What you are asked to do: Answer with a number only, giving how many lines in the data below include "paths".

Collected data entries
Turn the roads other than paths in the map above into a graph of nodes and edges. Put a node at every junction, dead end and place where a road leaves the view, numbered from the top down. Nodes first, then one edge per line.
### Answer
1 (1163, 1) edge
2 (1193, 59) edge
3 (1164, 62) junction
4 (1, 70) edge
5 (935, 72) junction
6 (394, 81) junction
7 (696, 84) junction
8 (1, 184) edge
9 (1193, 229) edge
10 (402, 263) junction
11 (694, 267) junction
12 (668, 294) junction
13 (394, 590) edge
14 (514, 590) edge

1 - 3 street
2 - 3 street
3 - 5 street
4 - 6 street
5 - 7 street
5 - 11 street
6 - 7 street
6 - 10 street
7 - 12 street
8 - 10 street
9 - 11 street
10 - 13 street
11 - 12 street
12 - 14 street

* * *

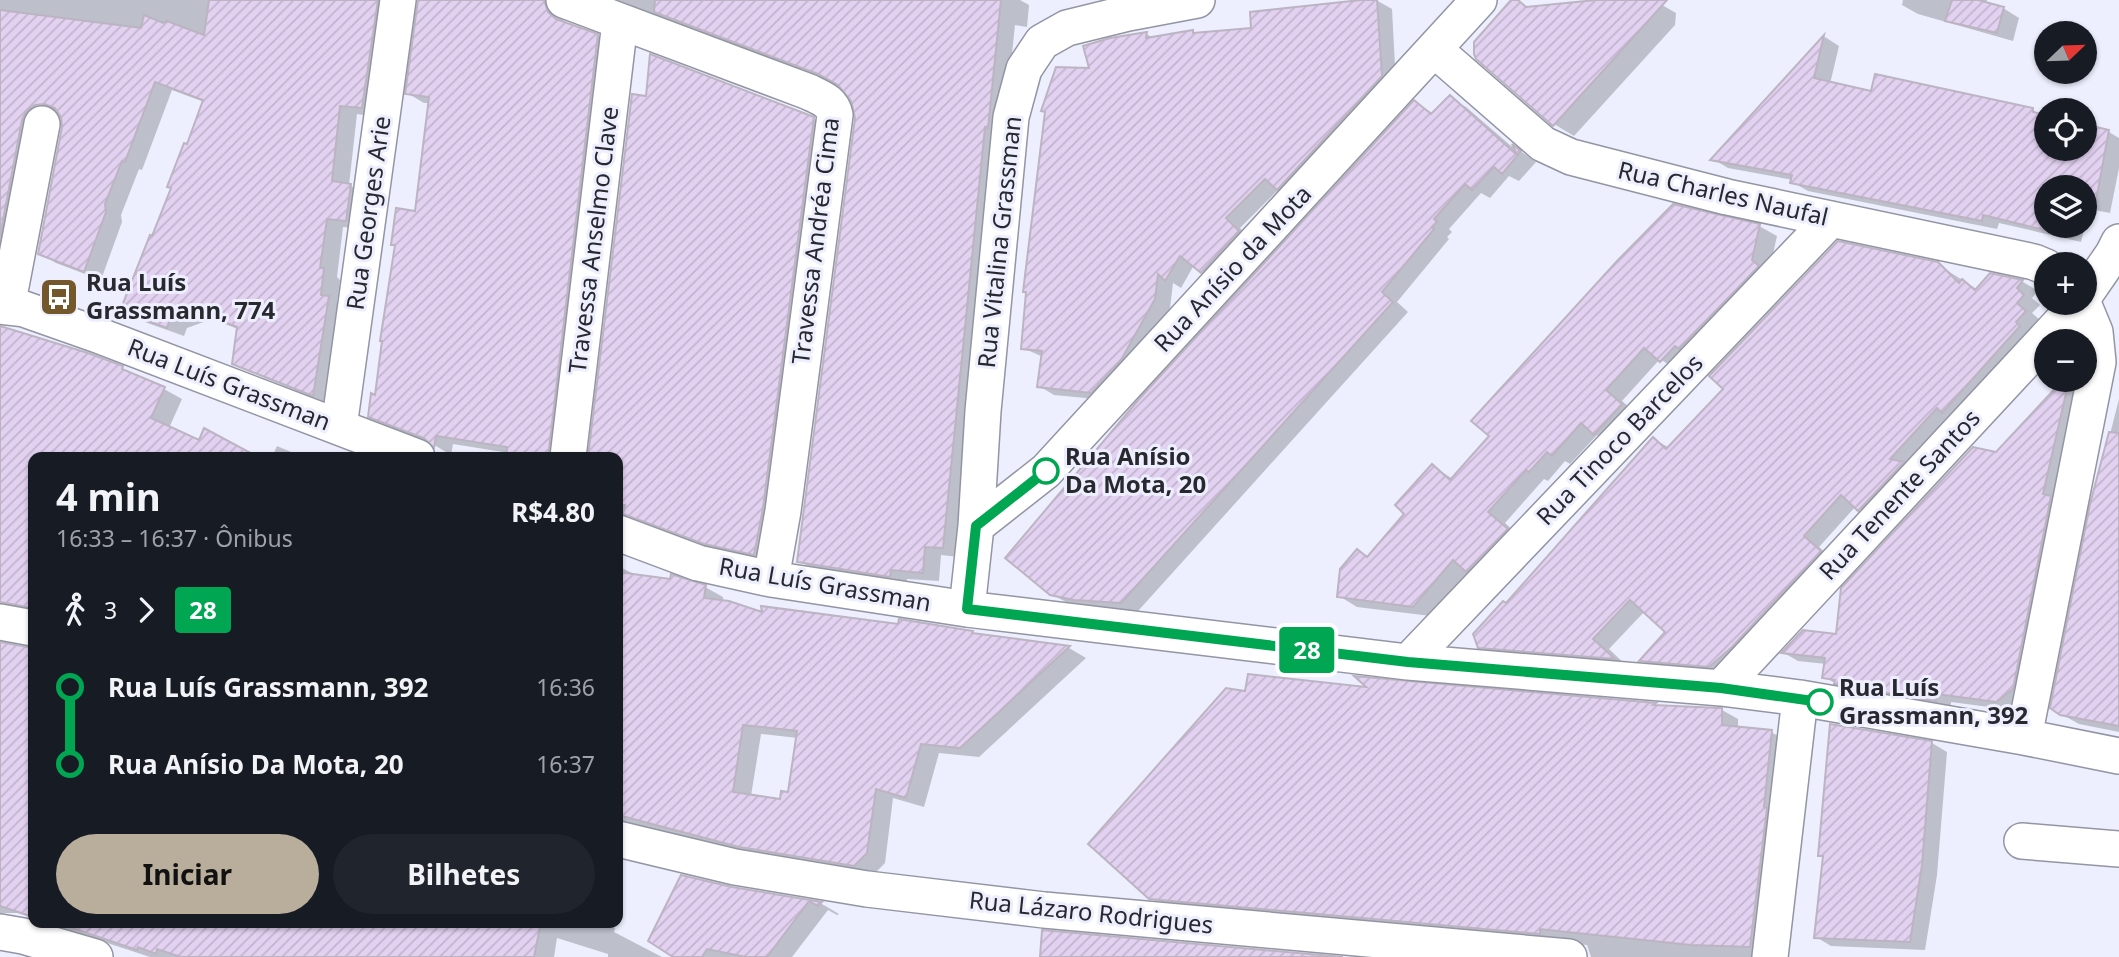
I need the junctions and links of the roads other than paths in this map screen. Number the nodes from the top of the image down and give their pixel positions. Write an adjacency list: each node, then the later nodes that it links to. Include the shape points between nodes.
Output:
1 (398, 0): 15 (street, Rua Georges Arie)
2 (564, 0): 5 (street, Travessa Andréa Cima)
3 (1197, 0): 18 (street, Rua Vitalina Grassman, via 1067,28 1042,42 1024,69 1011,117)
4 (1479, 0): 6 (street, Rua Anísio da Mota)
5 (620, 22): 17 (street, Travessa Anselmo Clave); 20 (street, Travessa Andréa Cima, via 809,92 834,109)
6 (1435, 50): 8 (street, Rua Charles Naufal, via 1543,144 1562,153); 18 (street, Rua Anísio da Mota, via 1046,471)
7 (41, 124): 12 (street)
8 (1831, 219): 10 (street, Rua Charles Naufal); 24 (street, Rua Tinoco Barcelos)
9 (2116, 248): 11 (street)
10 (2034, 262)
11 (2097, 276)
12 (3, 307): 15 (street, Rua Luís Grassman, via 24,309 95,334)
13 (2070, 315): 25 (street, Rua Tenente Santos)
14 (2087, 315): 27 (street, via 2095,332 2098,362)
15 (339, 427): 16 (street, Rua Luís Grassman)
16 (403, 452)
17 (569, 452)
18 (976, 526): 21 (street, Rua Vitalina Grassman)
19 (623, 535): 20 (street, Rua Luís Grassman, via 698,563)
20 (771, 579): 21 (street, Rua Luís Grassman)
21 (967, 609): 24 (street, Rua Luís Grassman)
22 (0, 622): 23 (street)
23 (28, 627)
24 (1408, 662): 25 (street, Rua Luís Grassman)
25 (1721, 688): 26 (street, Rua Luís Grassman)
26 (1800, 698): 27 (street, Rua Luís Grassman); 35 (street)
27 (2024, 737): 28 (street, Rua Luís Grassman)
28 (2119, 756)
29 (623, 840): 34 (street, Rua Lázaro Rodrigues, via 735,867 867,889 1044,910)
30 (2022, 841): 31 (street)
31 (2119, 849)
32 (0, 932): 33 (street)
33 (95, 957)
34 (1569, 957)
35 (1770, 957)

Completed exercise: 2